Data to use:
+---+
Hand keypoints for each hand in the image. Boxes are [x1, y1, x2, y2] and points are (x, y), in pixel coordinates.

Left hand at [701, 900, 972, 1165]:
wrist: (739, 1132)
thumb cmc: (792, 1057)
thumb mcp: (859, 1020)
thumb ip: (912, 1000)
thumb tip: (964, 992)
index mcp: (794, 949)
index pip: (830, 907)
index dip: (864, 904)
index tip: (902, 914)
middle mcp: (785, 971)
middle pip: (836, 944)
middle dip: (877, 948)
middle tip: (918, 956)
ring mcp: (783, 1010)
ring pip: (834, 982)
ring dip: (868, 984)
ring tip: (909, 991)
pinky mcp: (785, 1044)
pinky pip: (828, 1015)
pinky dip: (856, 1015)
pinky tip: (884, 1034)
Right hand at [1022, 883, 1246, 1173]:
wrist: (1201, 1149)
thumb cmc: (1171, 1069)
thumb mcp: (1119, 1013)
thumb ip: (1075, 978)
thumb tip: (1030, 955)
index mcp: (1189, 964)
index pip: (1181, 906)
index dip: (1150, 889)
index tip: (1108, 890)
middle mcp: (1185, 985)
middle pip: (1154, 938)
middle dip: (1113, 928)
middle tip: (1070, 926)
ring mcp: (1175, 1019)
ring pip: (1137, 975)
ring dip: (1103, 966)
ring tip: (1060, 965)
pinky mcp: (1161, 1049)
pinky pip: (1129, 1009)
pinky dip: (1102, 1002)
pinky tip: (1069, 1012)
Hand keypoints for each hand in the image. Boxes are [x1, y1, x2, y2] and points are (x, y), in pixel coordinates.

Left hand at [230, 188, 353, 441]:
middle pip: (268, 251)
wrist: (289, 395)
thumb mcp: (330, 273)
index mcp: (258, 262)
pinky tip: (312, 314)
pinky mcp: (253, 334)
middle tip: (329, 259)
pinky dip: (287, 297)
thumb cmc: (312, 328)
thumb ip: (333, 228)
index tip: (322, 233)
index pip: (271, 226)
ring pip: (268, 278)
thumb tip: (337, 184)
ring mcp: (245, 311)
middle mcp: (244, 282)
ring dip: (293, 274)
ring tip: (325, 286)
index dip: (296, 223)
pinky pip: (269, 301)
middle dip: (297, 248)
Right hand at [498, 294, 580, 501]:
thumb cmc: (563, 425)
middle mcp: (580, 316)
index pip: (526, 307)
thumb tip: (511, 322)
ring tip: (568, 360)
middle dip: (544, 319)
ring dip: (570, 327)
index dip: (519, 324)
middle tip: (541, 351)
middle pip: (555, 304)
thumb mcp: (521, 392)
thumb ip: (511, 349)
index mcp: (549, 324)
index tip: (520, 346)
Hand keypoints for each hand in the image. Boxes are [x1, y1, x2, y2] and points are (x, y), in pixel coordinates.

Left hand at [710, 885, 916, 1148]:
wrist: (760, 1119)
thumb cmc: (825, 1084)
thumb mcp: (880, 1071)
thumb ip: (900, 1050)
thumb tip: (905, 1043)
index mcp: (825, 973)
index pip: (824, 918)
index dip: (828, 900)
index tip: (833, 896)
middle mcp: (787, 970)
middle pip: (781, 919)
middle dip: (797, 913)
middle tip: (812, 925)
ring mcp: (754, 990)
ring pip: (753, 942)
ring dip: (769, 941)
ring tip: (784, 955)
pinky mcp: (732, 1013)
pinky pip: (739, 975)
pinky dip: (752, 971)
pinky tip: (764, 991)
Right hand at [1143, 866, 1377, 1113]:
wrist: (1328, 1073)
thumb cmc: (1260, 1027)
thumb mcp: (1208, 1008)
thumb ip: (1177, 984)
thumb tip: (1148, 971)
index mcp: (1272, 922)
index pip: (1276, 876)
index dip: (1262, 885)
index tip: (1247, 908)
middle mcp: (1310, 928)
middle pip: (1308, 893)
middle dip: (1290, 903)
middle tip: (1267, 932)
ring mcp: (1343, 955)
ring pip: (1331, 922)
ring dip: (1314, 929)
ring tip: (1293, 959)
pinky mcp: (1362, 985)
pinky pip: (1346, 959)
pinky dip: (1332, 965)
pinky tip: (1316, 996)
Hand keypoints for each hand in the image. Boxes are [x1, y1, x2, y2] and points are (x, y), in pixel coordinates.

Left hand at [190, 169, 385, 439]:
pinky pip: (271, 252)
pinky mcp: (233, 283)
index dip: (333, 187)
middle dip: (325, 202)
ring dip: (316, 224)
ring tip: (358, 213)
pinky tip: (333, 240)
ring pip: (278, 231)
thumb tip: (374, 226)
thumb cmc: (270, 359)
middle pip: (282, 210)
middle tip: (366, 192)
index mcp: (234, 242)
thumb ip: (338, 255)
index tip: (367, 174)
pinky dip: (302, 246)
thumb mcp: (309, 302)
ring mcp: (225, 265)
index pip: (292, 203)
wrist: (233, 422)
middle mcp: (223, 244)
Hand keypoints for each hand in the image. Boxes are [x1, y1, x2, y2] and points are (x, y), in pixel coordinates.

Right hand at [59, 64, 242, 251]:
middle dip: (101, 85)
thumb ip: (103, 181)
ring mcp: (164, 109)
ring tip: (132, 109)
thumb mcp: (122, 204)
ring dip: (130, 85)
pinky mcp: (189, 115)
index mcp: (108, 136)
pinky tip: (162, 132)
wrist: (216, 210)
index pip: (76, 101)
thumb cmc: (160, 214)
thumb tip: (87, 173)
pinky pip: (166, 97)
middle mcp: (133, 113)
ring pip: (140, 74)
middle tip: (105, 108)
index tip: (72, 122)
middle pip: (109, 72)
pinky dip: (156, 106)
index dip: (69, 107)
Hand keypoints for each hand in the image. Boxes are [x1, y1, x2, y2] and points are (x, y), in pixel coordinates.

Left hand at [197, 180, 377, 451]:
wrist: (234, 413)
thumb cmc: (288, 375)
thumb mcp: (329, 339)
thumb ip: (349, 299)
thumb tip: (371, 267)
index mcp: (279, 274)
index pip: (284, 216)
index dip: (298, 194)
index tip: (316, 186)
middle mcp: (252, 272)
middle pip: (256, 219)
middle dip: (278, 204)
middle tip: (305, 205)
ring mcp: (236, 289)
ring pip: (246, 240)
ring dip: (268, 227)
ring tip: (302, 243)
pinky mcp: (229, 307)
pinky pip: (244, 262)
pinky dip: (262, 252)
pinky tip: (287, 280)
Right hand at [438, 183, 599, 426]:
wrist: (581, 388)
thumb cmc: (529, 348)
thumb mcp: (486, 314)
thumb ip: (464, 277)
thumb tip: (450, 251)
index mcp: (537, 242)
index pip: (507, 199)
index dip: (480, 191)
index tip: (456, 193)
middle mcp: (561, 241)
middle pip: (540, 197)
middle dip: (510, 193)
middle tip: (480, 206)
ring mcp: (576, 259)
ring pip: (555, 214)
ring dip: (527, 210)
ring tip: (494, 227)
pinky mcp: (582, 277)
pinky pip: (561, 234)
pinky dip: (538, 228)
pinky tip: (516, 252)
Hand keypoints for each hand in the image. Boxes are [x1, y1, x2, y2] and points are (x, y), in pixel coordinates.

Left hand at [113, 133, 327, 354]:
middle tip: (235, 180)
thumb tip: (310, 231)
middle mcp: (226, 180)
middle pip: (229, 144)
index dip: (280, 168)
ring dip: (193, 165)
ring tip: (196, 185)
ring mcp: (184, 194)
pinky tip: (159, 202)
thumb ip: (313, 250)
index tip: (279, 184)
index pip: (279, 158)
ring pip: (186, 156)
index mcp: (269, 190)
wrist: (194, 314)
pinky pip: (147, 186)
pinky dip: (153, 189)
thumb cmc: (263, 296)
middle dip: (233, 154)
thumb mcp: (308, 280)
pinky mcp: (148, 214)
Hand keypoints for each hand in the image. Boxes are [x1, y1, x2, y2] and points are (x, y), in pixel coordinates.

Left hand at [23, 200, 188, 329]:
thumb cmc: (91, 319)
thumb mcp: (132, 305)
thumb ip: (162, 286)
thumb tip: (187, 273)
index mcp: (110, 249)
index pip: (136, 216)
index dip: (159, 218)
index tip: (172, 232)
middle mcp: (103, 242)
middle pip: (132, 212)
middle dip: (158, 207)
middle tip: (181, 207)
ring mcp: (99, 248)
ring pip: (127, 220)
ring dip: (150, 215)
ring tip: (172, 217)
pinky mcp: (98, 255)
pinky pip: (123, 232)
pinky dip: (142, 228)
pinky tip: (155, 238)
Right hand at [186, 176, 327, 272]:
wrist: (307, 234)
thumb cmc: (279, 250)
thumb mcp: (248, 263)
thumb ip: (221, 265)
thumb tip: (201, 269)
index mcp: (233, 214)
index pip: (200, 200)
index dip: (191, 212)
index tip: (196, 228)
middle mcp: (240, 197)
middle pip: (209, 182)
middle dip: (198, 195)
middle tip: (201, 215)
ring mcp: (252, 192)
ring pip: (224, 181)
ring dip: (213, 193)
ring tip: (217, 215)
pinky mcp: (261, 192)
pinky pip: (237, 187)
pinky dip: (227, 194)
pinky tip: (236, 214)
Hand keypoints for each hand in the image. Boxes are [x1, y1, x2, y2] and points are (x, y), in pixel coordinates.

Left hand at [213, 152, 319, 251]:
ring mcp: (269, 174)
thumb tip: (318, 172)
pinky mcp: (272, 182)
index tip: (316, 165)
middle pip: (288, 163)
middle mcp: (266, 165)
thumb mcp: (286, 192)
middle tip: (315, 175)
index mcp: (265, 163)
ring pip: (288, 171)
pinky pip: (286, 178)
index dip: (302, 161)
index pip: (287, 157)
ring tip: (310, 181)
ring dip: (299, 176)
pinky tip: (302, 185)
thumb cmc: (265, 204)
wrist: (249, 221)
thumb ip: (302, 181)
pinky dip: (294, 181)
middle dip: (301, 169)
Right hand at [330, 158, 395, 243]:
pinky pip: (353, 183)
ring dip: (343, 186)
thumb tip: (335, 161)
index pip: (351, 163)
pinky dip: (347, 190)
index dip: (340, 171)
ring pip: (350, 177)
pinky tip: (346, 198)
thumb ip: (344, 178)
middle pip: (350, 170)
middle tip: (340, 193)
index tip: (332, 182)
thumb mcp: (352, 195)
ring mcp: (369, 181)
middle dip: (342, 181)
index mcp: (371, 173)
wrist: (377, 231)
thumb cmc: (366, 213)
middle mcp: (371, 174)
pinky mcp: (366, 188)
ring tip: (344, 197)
+---+
Assigned task: Would you output, unchanged, each line from the start of the records to the line that holds "thumb mcp: (330, 273)", both included and nothing else?

The completed task:
Hand keypoints for each hand in the image. Boxes are [x1, y1, x2, y2] and points are (x, y), in pixel coordinates.

Left hand at [701, 900, 972, 1165]:
wrist: (739, 1132)
thumb cmc: (792, 1057)
thumb mcp: (859, 1020)
thumb ip: (912, 1000)
thumb tip: (964, 992)
index mcp: (794, 949)
index pip: (830, 907)
index dip: (864, 904)
index tip: (902, 914)
middle mcp: (785, 971)
middle pip: (836, 944)
middle dip: (877, 948)
middle tip: (918, 956)
ring mcp: (783, 1010)
ring pip: (834, 982)
ring dip: (868, 984)
ring tip: (909, 991)
pinky mcp: (785, 1044)
pinky pip: (828, 1015)
pinky dip: (856, 1015)
pinky tip: (884, 1034)
Right hand at [1022, 883, 1246, 1173]:
wrist: (1201, 1149)
thumb cmc: (1171, 1069)
thumb mcp: (1119, 1013)
thumb ip: (1075, 978)
thumb tip: (1030, 955)
index mcp: (1189, 964)
index pip: (1181, 906)
index dip: (1150, 889)
index tip: (1108, 890)
middle mcp: (1185, 985)
middle pip: (1154, 938)
middle dip: (1113, 928)
middle tip: (1070, 926)
ring mcp: (1175, 1019)
ring pip: (1137, 975)
ring dip: (1103, 966)
ring tip: (1060, 965)
pinky mcp: (1161, 1049)
pinky pip: (1129, 1009)
pinky dip: (1102, 1002)
pinky tip: (1069, 1012)
Hand keypoints for each hand in the image. Boxes are [x1, y1, x2, y2] and points are (x, y), in pixel coordinates.

Left hand at [230, 188, 353, 441]:
middle pip: (268, 251)
wrist: (289, 395)
thumb mcp: (330, 273)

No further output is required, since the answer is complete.